Dual-Locking the SARS-CoV-2 Spike Trimer: An Amphipathic Molecular "Bolt" Stabilizes Conserved Druggable Interfaces for Coronavirus Inhibition.

The SARS-CoV-2 spike (S) protein, a trimeric structure comprising three receptor binding domains (RBDs) and three N-terminal domains (NTDs), undergoes substantial conformational changes to a fusion-prone open state for angiotensin-converting enzyme 2 (ACE2) binding and host cell infection. Stabilizing its closed state is a key antiviral strategy but remains challenging.

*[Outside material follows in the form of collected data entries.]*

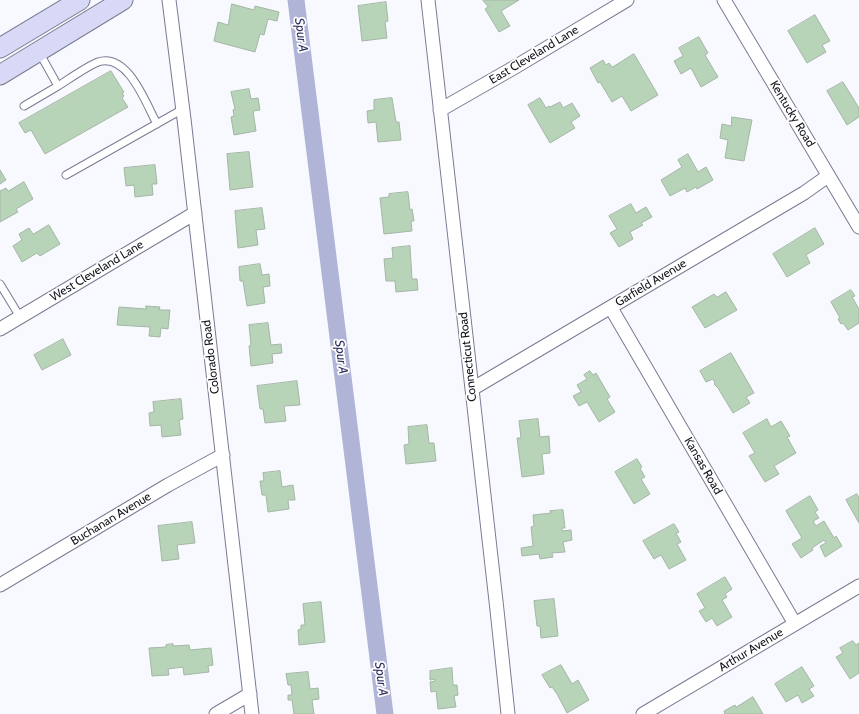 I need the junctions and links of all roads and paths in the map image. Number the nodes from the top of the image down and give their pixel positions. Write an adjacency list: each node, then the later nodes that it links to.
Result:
1 (80, 0): 7 (main road)
2 (123, 0): 8 (main road)
3 (169, 0): 12 (street, Colorado Road)
4 (428, 0): 13 (street, Connecticut Road)
5 (627, 0): 13 (street, East Cleveland Lane)
6 (724, 0): 16 (street, Kentucky Road)
7 (0, 48)
8 (39, 52): 9 (main road); 10 (lane)
9 (0, 75)
10 (58, 86): 11 (lane); 14 (lane)
11 (24, 106)
12 (183, 109): 14 (lane); 17 (street, Colorado Road)
13 (440, 110): 23 (street, Connecticut Road)
14 (156, 124): 15 (lane)
15 (66, 175)
16 (828, 176): 18 (street, Kentucky Road); 20 (street, Garfield Avenue)
17 (195, 214): 21 (street, West Cleveland Lane); 24 (street, Colorado Road)
18 (859, 227)
19 (0, 284): 21 (lane)
20 (611, 308): 23 (street, Garfield Avenue); 27 (street, Kansas Road)
21 (20, 317): 22 (street, West Cleveland Lane)
22 (0, 329)
23 (472, 389): 31 (street, Connecticut Road)
24 (222, 455): 25 (street, Buchanan Avenue); 28 (street, Colorado Road)
25 (0, 585)
26 (859, 586): 27 (street, Arthur Avenue)
27 (795, 624): 32 (street, Arthur Avenue)
28 (250, 694): 29 (street); 30 (street, Colorado Road)
29 (216, 714)
30 (252, 714)
31 (508, 714)
32 (643, 714)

Here, we introduce S416, a novel amphipathic molecule acting as a "molecular bolt". Cryo-EM study reveals that S416 binds concurrently to six sites across two distinct druggable interfaces: three molecules at the RBD-RBD interfaces and three at the NTD-RBD interfaces. This unique "dual-locking" mechanism, driven by S416's polar carboxyl head and nonpolar phenylthiazole tail, robustly stabilizes the spike trimer in a locked, closed conformation through strong inter-domain interactions, reducing structural flexibility and atomic fluctuations compared to the apo structure resolved synchronously. Crucially, these RBD-RBD and NTD-RBD interfaces are conserved across human-infecting coronaviruses, suggesting potential as broad-spectrum antiviral targets. Our findings demonstrate that the highly dynamic spike trimer can be effectively stabilized by an amphipathic molecular bolt targeting both the inter- and intra-monomer interfaces, offering a promising strategy against emerging coronaviruses.